The Squeeze Inn – Roseville, California

Tried to amend my carnivorous habits
Made it nearly seventy days
Losin’ weight without speed, eatin’ sunflower seeds
Drinkin’ lots of carrot juice and soakin’ up rays

But at night I’d had these wonderful dreams
Some kind of sensuous treat
Not zucchini, fettucini or Bulgar wheat
But a big warm bun and a huge hunk of meat

Cheeseburger in paradise (paradise)
Heaven on earth with an onion slice (paradise)
Not too particular not too precise (paradise)
I’m just a cheeseburger in paradise

~Jimmy Buffett

The interior of the Squeeze Inn in Roseville, California

Just what is a cheeseburger in paradise?  In his top 40 song Cheeseburger in Paradise, Jimmy Buffett seems to infer that a cheeseburger in paradise can be any cheeseburger you consume after depriving yourself, or as he put it, “after trying to amend your carnivorous habits.”  There’s much truth in this.  Every dieter with whom I’ve spoken admits that what they dream about most after any period of deliciousness deprivation are cheeseburgers.  Cheeseburgers are, after all, America’s most popular, arguably most delicious, fast food offering.

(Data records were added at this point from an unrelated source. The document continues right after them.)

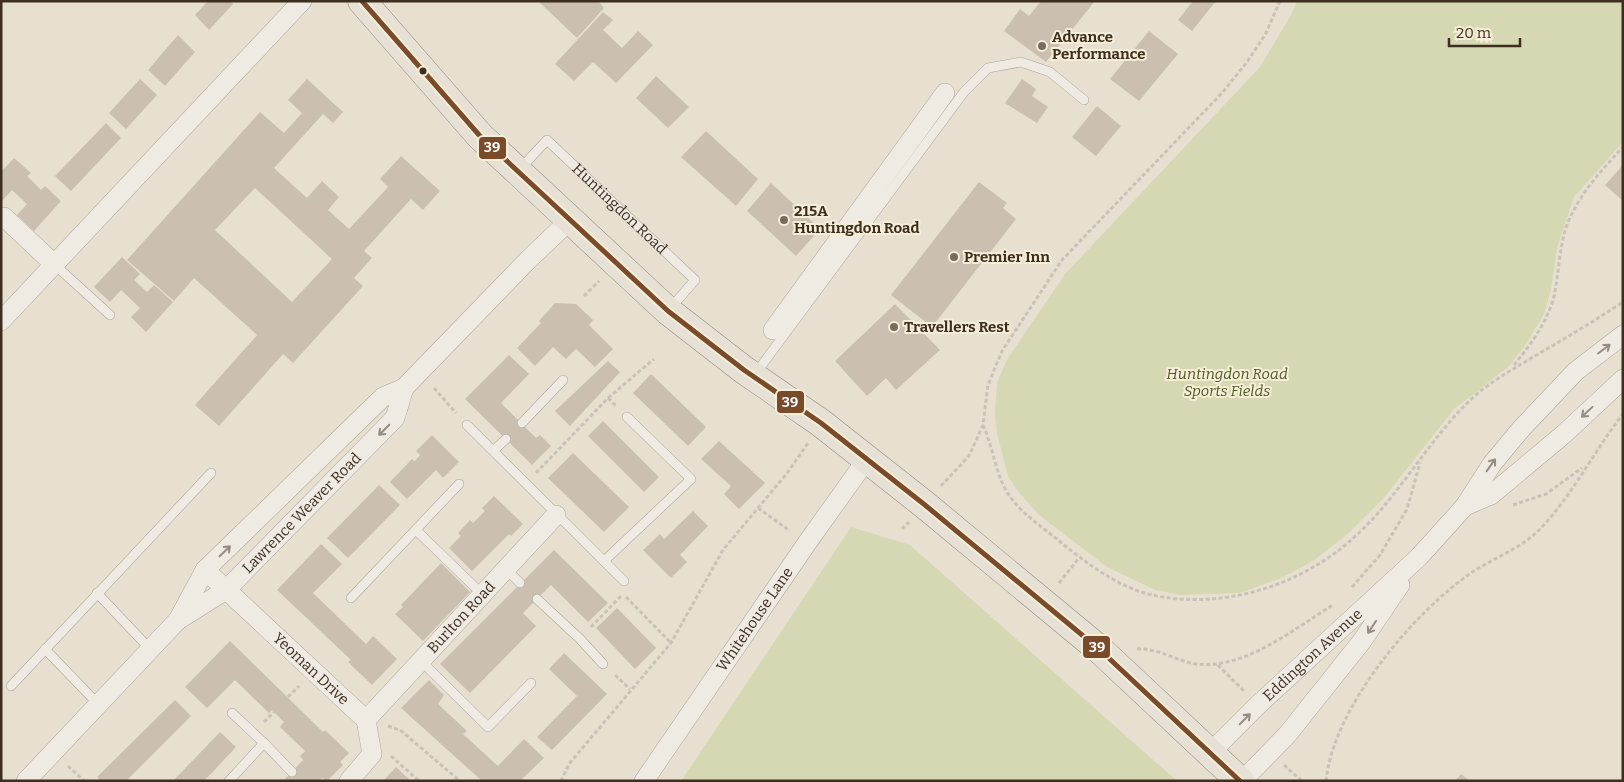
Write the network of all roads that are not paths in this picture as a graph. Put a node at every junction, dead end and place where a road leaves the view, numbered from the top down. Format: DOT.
graph roads {
  1 [pos="302,1"];
  2 [pos="362,1"];
  3 [pos="945,93"];
  4 [pos="1084,100"];
  5 [pos="517,172"];
  6 [pos="1,220"];
  7 [pos="570,220"];
  8 [pos="55,265"];
  9 [pos="668,310"];
  10 [pos="110,315"];
  11 [pos="1,321"];
  12 [pos="773,330"];
  13 [pos="1623,335"];
  14 [pos="754,376"];
  15 [pos="1623,379"];
  16 [pos="564,380"];
  17 [pos="404,388"];
  18 [pos="626,417"];
  19 [pos="522,423"];
  20 [pos="467,425"];
  21 [pos="506,439"];
  22 [pos="494,450"];
  23 [pos="867,459"];
  24 [pos="211,473"];
  25 [pos="459,484"];
  26 [pos="1465,506"];
  27 [pos="556,515"];
  28 [pos="416,530"];
  29 [pos="1419,557"];
  30 [pos="604,562"];
  31 [pos="506,568"];
  32 [pos="205,570"];
  33 [pos="624,581"];
  34 [pos="520,583"];
  35 [pos="226,590"];
  36 [pos="97,594"];
  37 [pos="482,594"];
  38 [pos="351,598"];
  39 [pos="537,599"];
  40 [pos="178,620"];
  41 [pos="45,649"];
  42 [pos="150,649"];
  43 [pos="420,660"];
  44 [pos="603,664"];
  45 [pos="531,683"];
  46 [pos="11,686"];
  47 [pos="98,704"];
  48 [pos="232,713"];
  49 [pos="366,720"];
  50 [pos="264,743"];
  51 [pos="1210,753"];
  52 [pos="292,772"];
  53 [pos="26,781"];
  54 [pos="229,781"];
  55 [pos="349,781"];
  56 [pos="644,781"];
  57 [pos="1241,781"];
  1 -- 8 [label="street"];
  2 -- 5 [label="main road"];
  3 -- 12 [label="street"];
  4 -- 14 [label="lane"];
  5 -- 7 [label="main road"];
  5 -- 9 [label="lane, Huntingdon Road"];
  6 -- 8 [label="street"];
  7 -- 9 [label="main road"];
  7 -- 17 [label="street, Lawrence Weaver Road"];
  8 -- 10 [label="lane"];
  8 -- 11 [label="street"];
  9 -- 14 [label="main road"];
  26 -- 13 [label="street, Eddington Avenue, one-way"];
  14 -- 23 [label="main road"];
  15 -- 26 [label="street, Eddington Avenue, one-way"];
  16 -- 19 [label="lane"];
  32 -- 17 [label="street, Lawrence Weaver Road, one-way"];
  17 -- 35 [label="street, Lawrence Weaver Road, one-way"];
  18 -- 30 [label="lane"];
  20 -- 22 [label="lane"];
  21 -- 22 [label="lane"];
  22 -- 27 [label="lane"];
  23 -- 51 [label="main road"];
  23 -- 56 [label="street, Whitehouse Lane"];
  24 -- 36 [label="lane"];
  25 -- 28 [label="lane"];
  26 -- 29 [label="street, Eddington Avenue"];
  27 -- 30 [label="lane"];
  27 -- 31 [label="street, Burlton Road"];
  28 -- 37 [label="lane"];
  28 -- 38 [label="lane"];
  51 -- 29 [label="street, Eddington Avenue, one-way"];
  29 -- 57 [label="street, Eddington Avenue, one-way"];
  30 -- 33 [label="lane"];
  31 -- 34 [label="lane"];
  31 -- 37 [label="street, Burlton Road"];
  32 -- 35 [label="street, Yeoman Drive"];
  32 -- 40 [label="street, Lawrence Weaver Road"];
  35 -- 40 [label="street, Lawrence Weaver Road"];
  35 -- 49 [label="street, Yeoman Drive"];
  36 -- 41 [label="lane"];
  36 -- 42 [label="lane"];
  37 -- 43 [label="street, Burlton Road"];
  39 -- 44 [label="lane"];
  40 -- 42 [label="street, Lawrence Weaver Road"];
  41 -- 46 [label="lane"];
  41 -- 47 [label="lane"];
  42 -- 47 [label="street, Lawrence Weaver Road"];
  43 -- 45 [label="lane"];
  43 -- 49 [label="street, Burlton Road"];
  47 -- 53 [label="street, Lawrence Weaver Road"];
  48 -- 50 [label="lane"];
  49 -- 55 [label="street"];
  50 -- 52 [label="lane"];
  50 -- 54 [label="lane"];
  51 -- 57 [label="main road"];
}
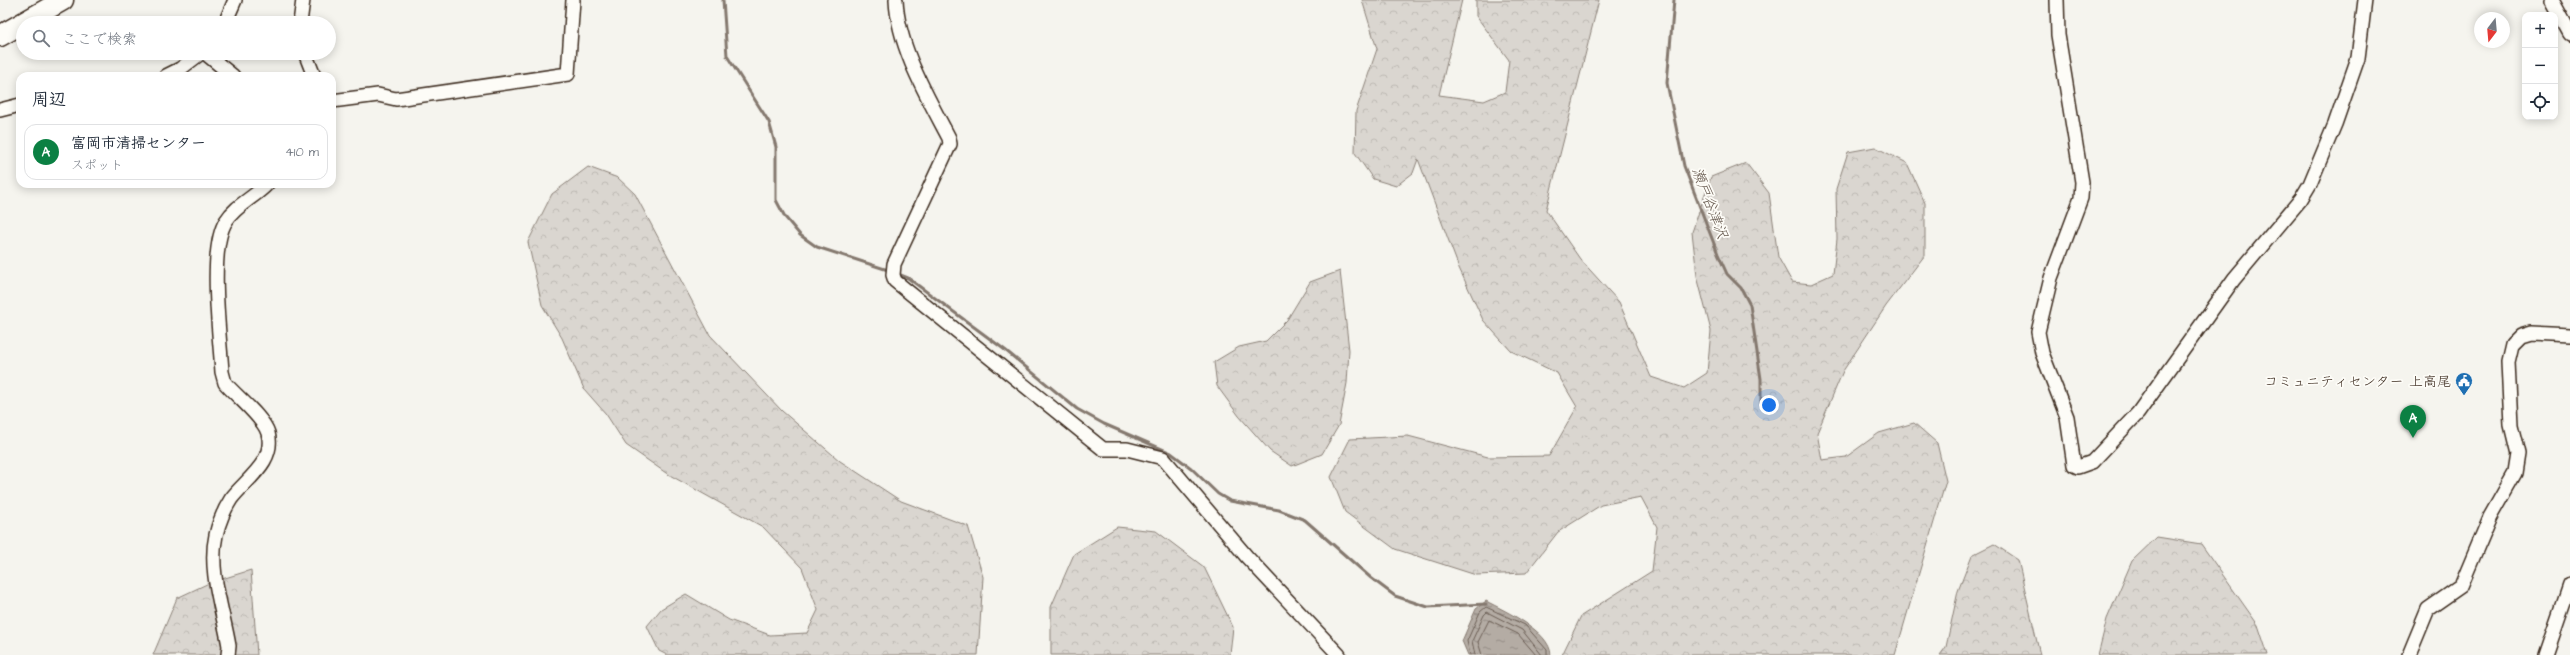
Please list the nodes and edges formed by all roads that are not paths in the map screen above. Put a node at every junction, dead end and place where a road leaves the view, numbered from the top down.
1 (64, 0) edge
2 (235, 0) edge
3 (303, 0) edge
4 (573, 0) edge
5 (896, 0) edge
6 (2057, 0) edge
7 (2365, 0) edge
8 (2552, 0) edge
9 (36, 16) edge
10 (228, 16) edge
11 (301, 16) edge
12 (16, 27) edge
13 (2570, 33) edge
14 (0, 36) edge
15 (192, 60) edge
16 (214, 60) edge
17 (308, 60) edge
18 (174, 72) edge
19 (229, 72) edge
20 (312, 72) edge
21 (336, 100) edge
22 (16, 106) edge
23 (0, 110) edge
24 (262, 188) edge
25 (2570, 335) edge
26 (2570, 585) edge
27 (228, 655) edge
28 (1339, 655) edge
29 (2409, 655) edge
30 (2546, 655) edge

1 - 9 main road
2 - 10 street
3 - 11 street
4 - 21 street
5 - 28 street
6 - 7 street
8 - 13 street
12 - 14 main road
15 - 18 street
16 - 19 street
17 - 20 street
22 - 23 street
24 - 27 street
25 - 29 street
26 - 30 street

In Buffett’s case, the cheeseburger in paradise was inspired by a boating excursion on the azure waters of the Caribbean.  While sustaining himself on peanut butter and canned foods, he fantasized about devouring a “piping hot cheeseburger.”  His fantasy cam true…sort of, when he landed in the British Virgin Islands where he found a restaurant offering American cheeseburgers.  Despite the specificity of his instructions to the waiter on how he wanted the burgers prepared, what he got was an overdone beef patty on a burned, toasted bun.  No matter. To Buffett, this was a cheeseburger in paradise.  It fulfilled his fantasy and “tasted like manna from heaven.”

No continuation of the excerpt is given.